- [Aim of the task] From the entries below, work out how many lines contain the string "Give"; answer with the number alone.
+++
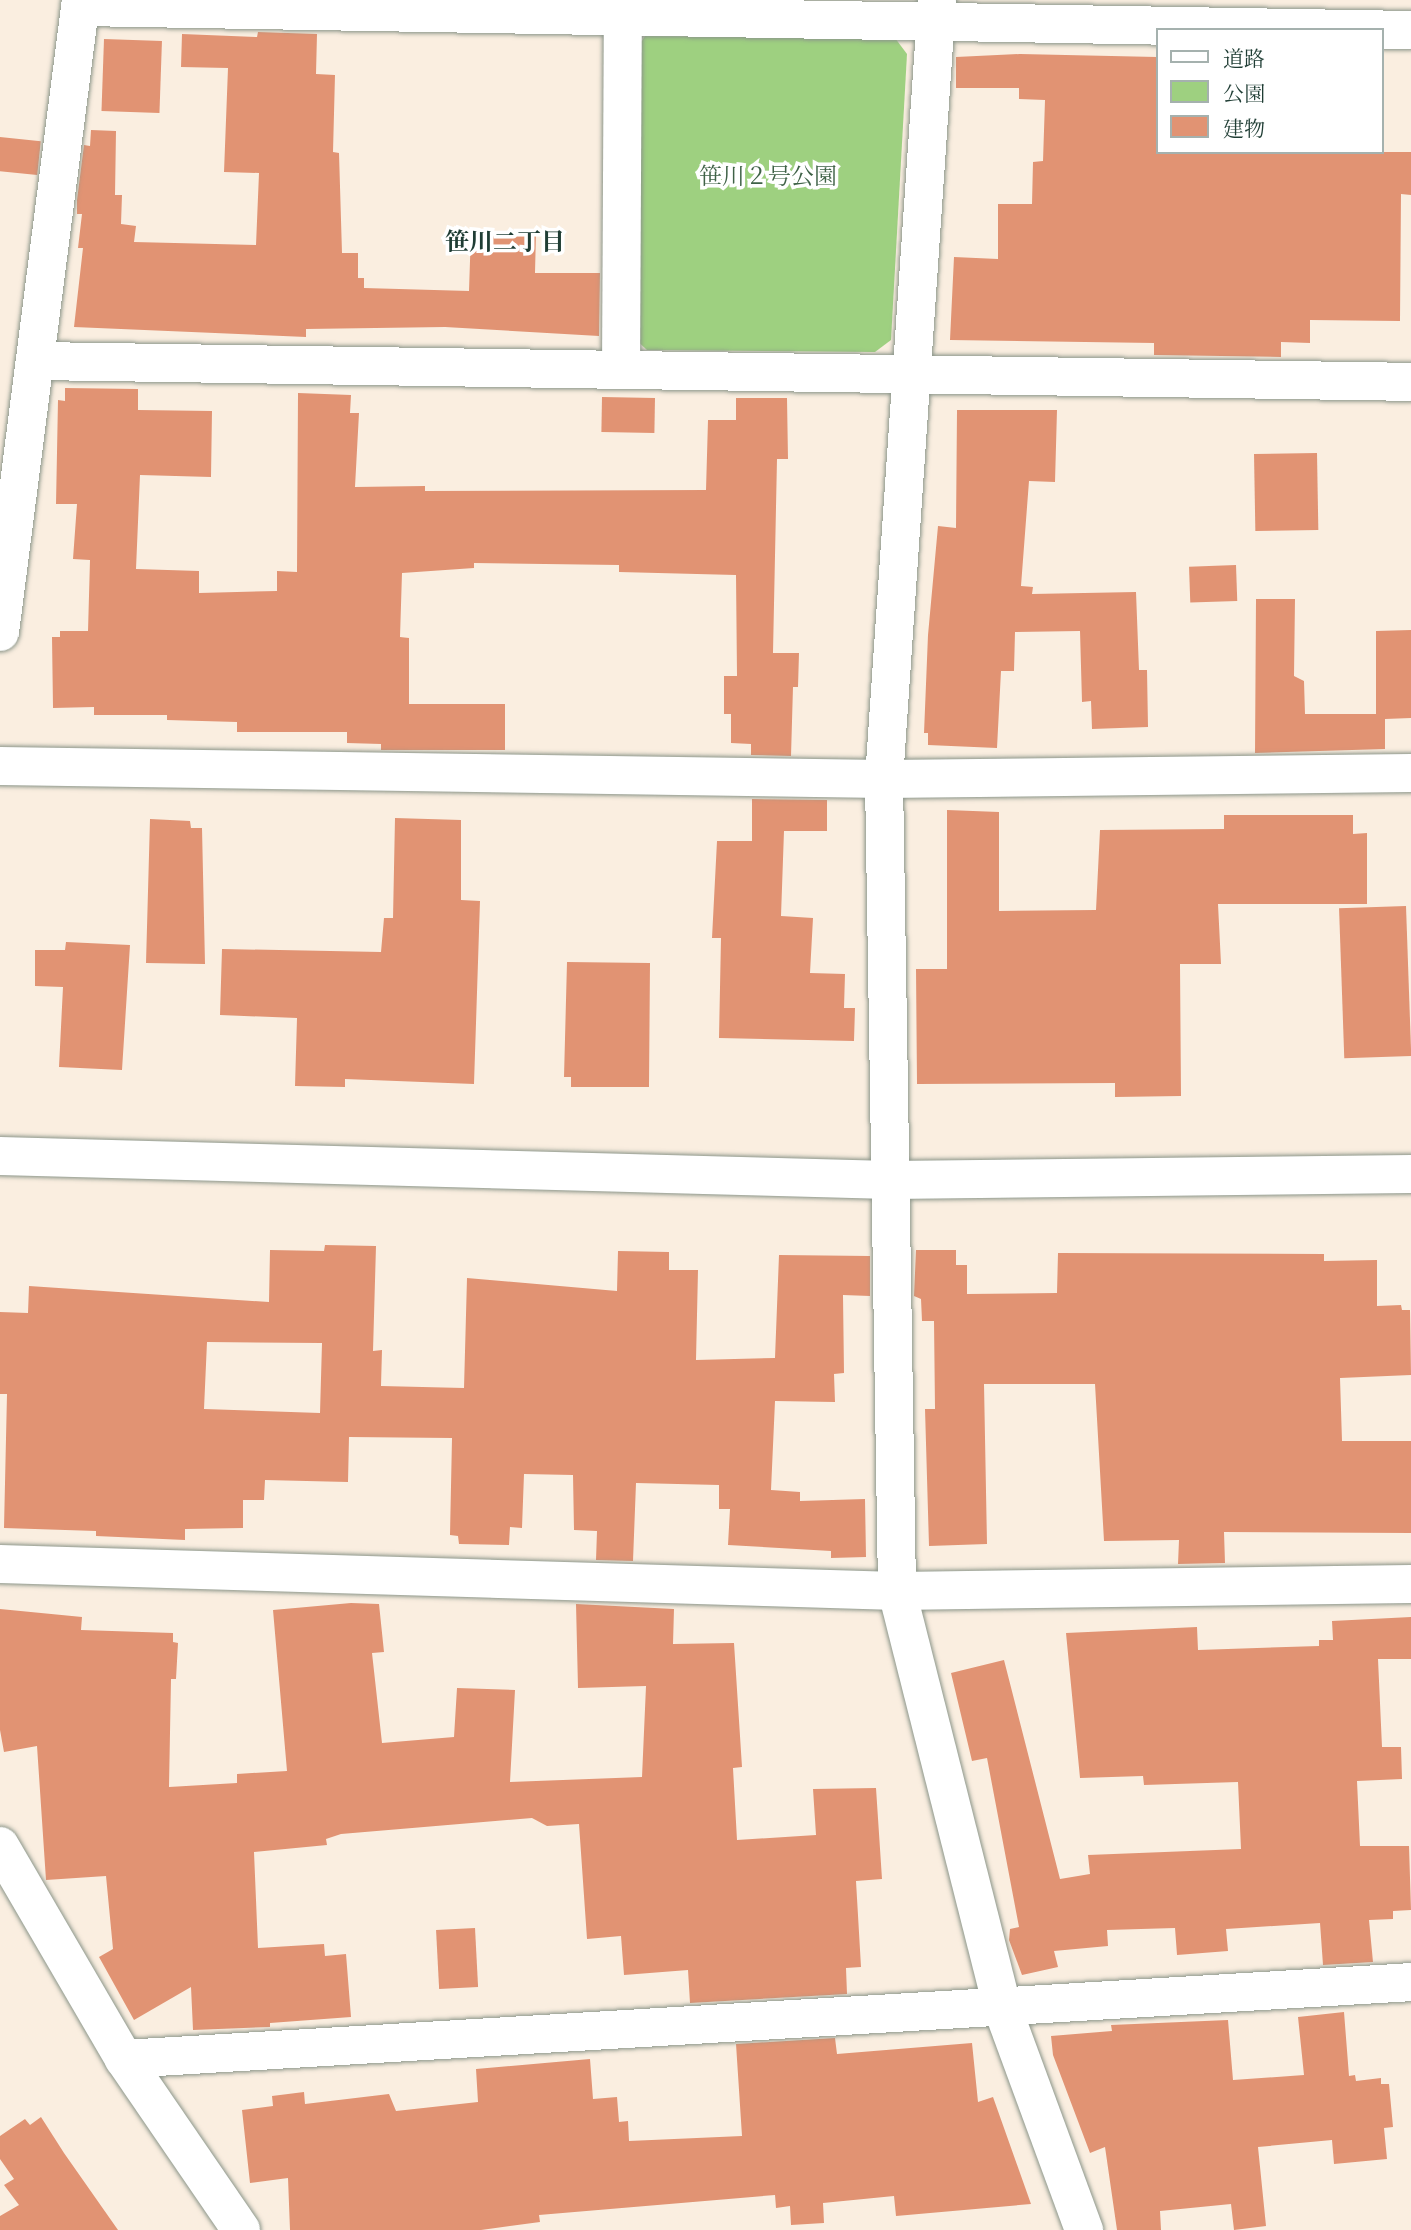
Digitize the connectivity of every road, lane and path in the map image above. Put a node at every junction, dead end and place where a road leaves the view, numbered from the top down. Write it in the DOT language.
graph roads {
  1 [pos="80,3"];
  2 [pos="936,11"];
  3 [pos="623,17"];
  4 [pos="1361,28"];
  5 [pos="1383,29"];
  6 [pos="1411,30"];
  7 [pos="36,360"];
  8 [pos="621,369"];
  9 [pos="911,374"];
  10 [pos="1411,382"];
  11 [pos="0,632"];
  12 [pos="0,766"];
  13 [pos="1411,774"];
  14 [pos="884,779"];
  15 [pos="0,1156"];
  16 [pos="1411,1174"];
  17 [pos="890,1180"];
  18 [pos="0,1564"];
  19 [pos="1411,1584"];
  20 [pos="897,1591"];
  21 [pos="0,1846"];
  22 [pos="1411,1982"];
  23 [pos="1002,2007"];
  24 [pos="124,2059"];
  25 [pos="241,2230"];
  26 [pos="1084,2230"];
  1 -- 3 [label="street"];
  1 -- 7 [label="street"];
  2 -- 3 [label="street"];
  2 -- 4 [label="street"];
  2 -- 9 [label="street"];
  3 -- 8 [label="street"];
  5 -- 6 [label="street"];
  7 -- 8 [label="street"];
  7 -- 11 [label="street"];
  8 -- 9 [label="street"];
  9 -- 10 [label="street"];
  9 -- 14 [label="street"];
  12 -- 14 [label="street"];
  13 -- 14 [label="street"];
  14 -- 17 [label="street"];
  15 -- 17 [label="street"];
  16 -- 17 [label="street"];
  17 -- 20 [label="street"];
  18 -- 20 [label="street"];
  19 -- 20 [label="street"];
  20 -- 23 [label="street"];
  21 -- 24 [label="street"];
  22 -- 23 [label="street"];
  23 -- 24 [label="street"];
  23 -- 26 [label="street"];
  24 -- 25 [label="street"];
}
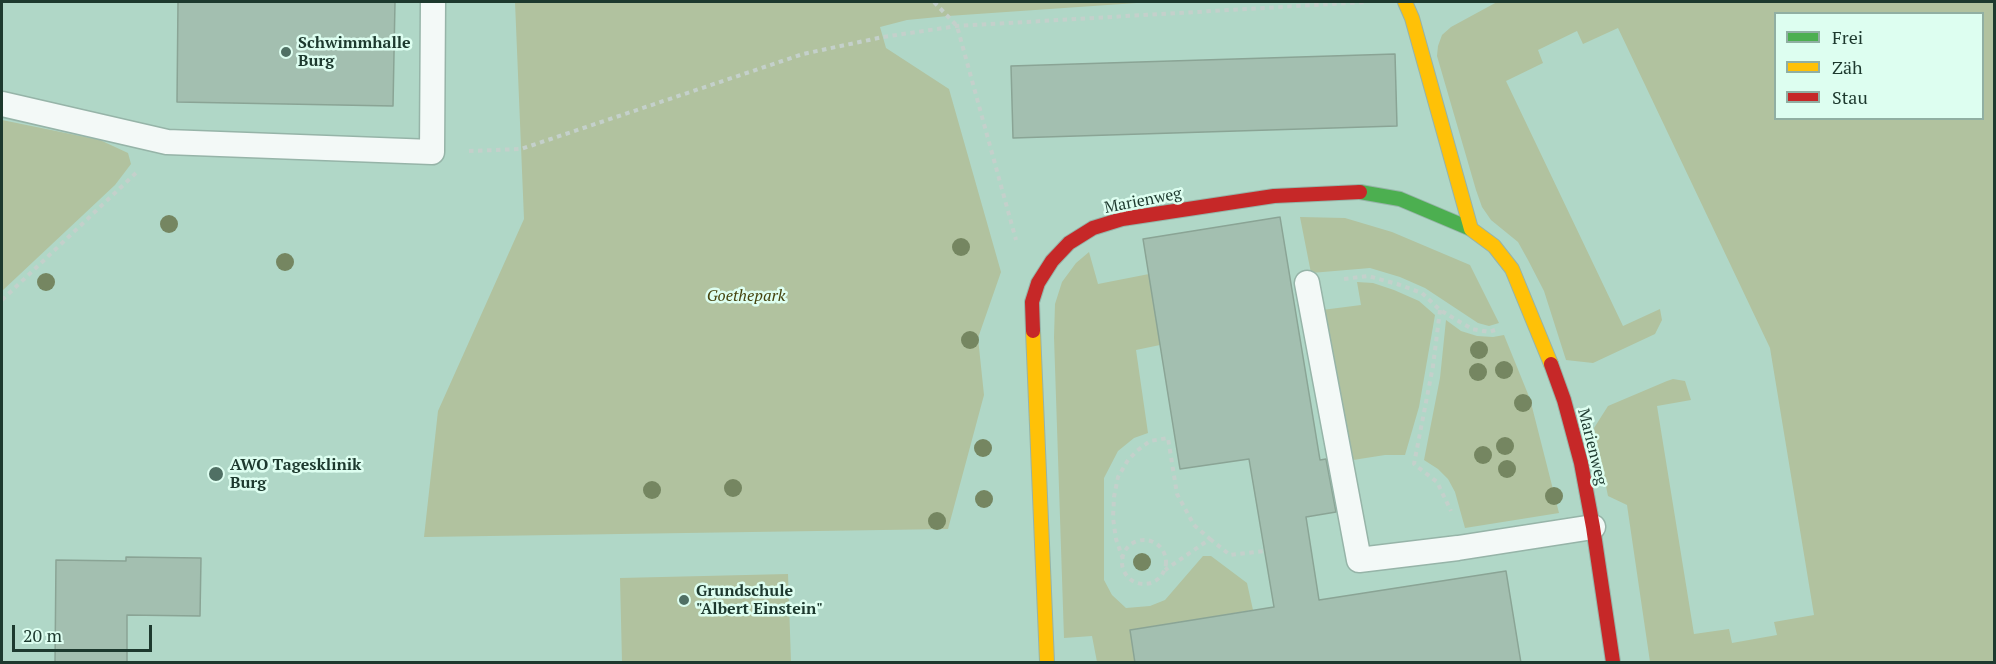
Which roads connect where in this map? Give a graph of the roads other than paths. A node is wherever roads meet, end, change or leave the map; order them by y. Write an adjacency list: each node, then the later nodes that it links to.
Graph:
1 (433, 2): 3 (lane)
2 (1405, 2): 4 (street)
3 (2, 104)
4 (1471, 229): 6 (street, Marienweg); 7 (street, Marienweg)
5 (1307, 283): 6 (lane)
6 (1593, 527): 8 (street, Marienweg)
7 (1047, 663)
8 (1613, 663)

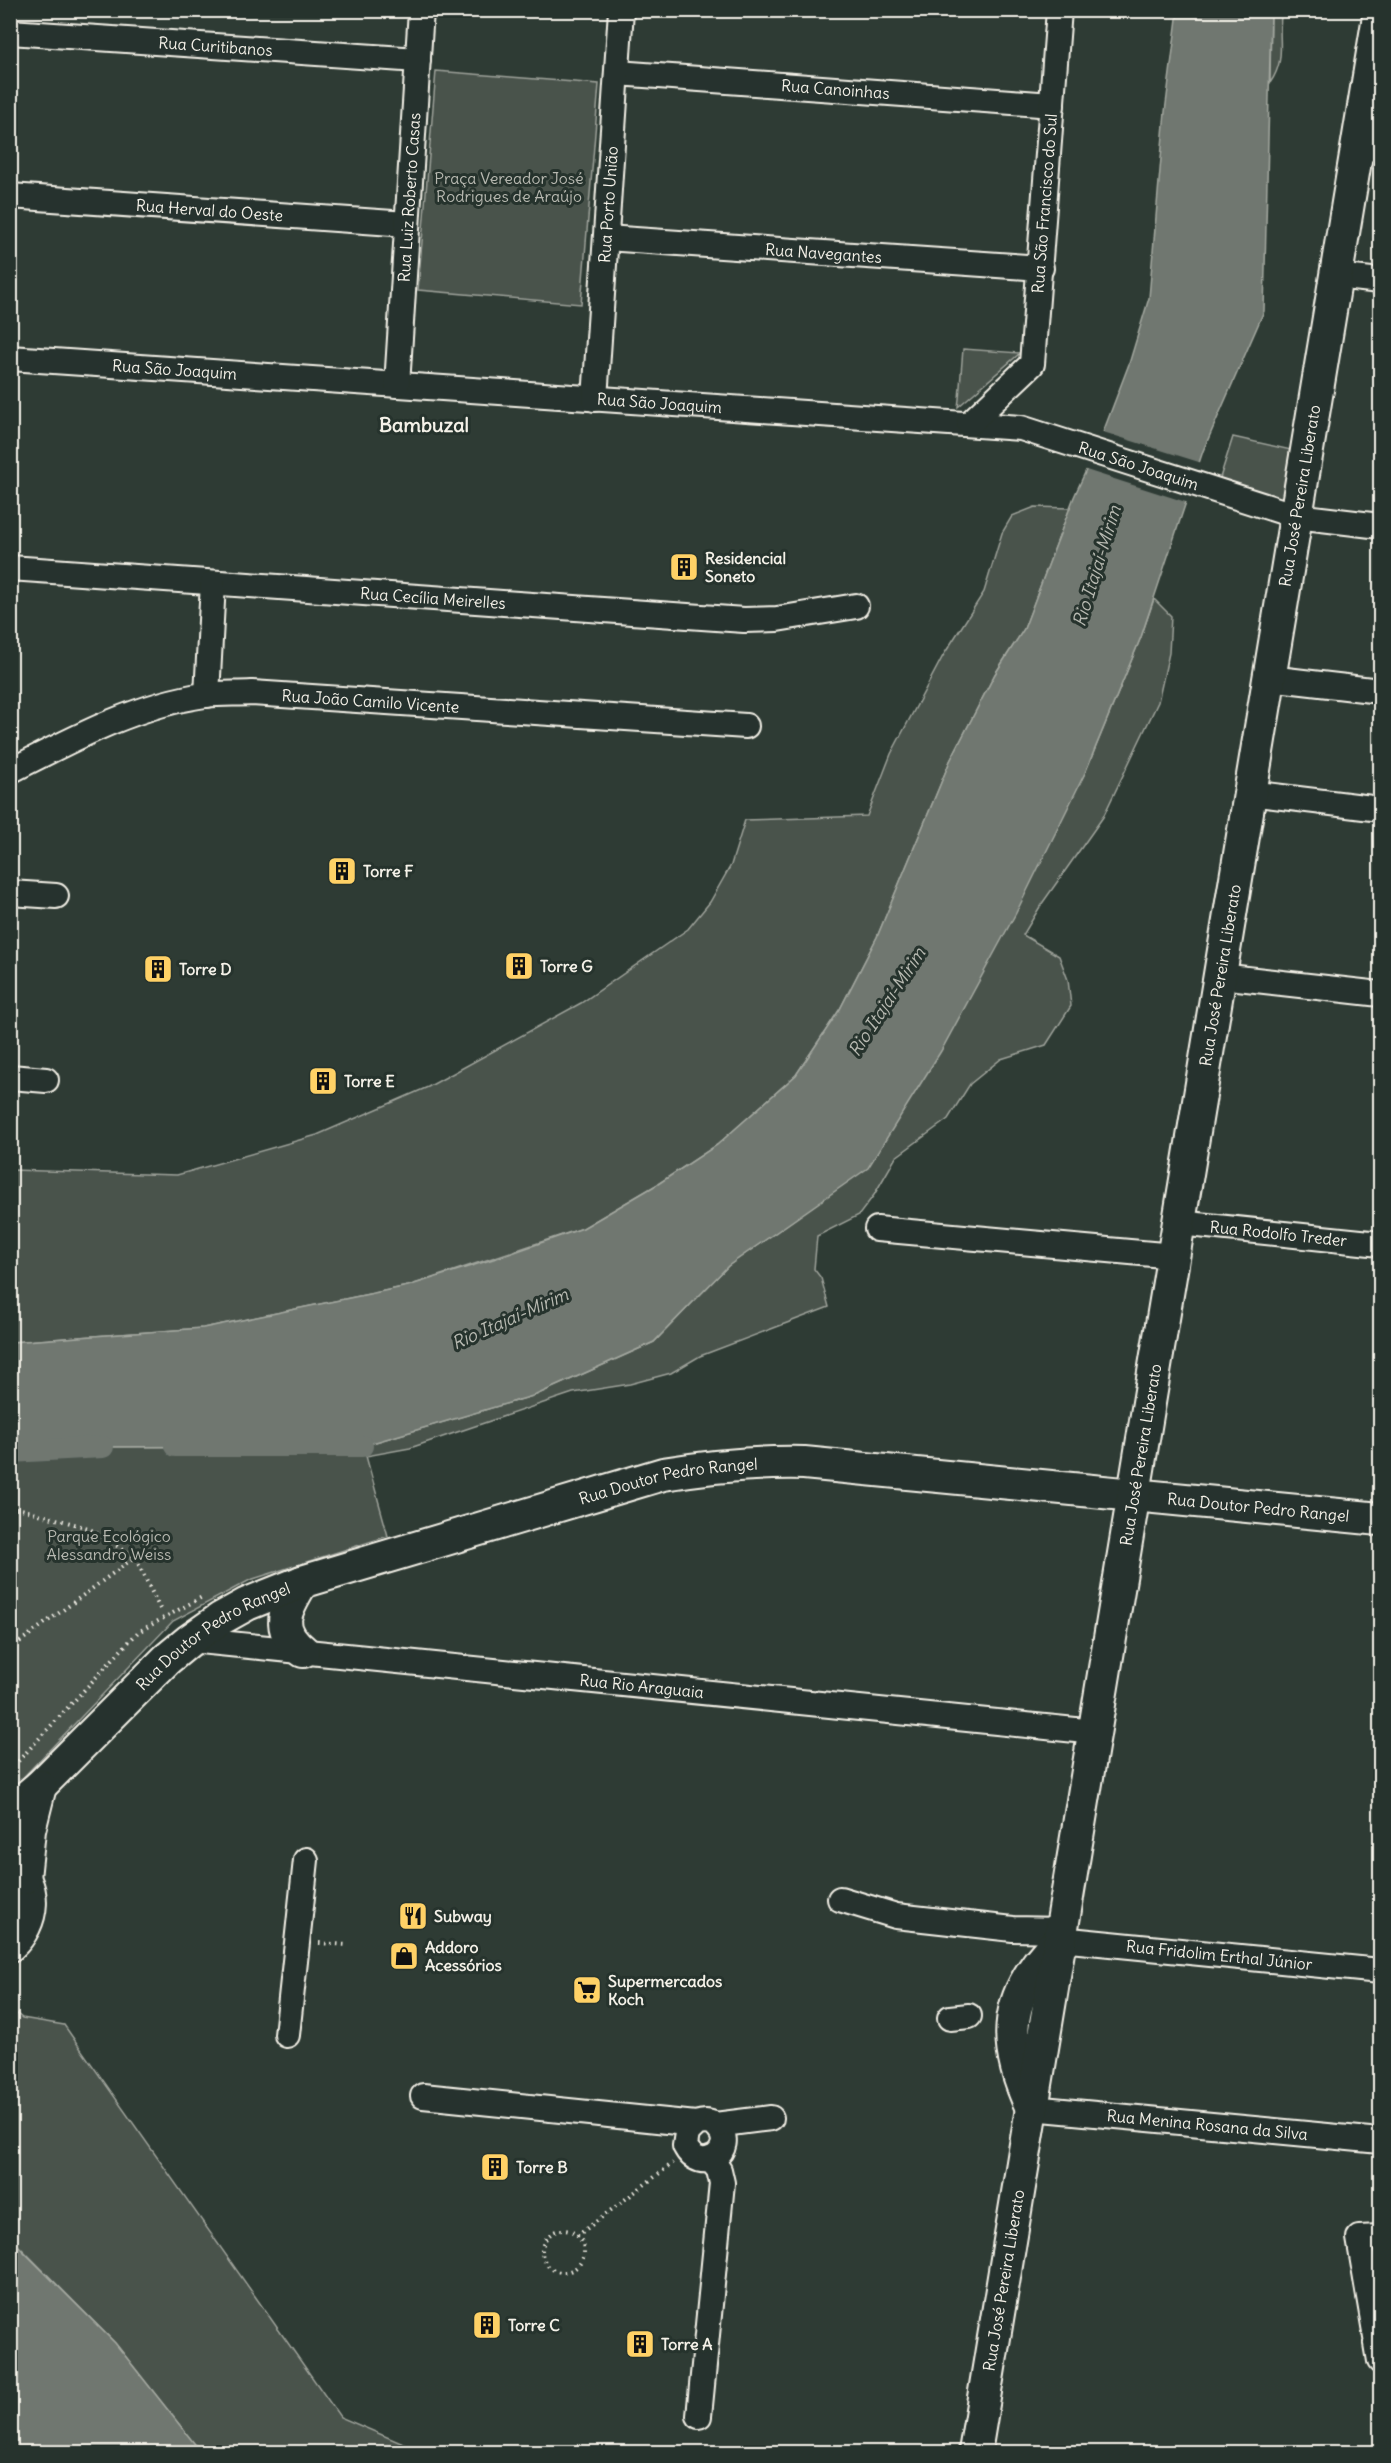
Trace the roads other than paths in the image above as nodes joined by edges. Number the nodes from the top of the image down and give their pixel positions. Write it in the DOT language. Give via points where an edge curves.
+++
- [Task output] 2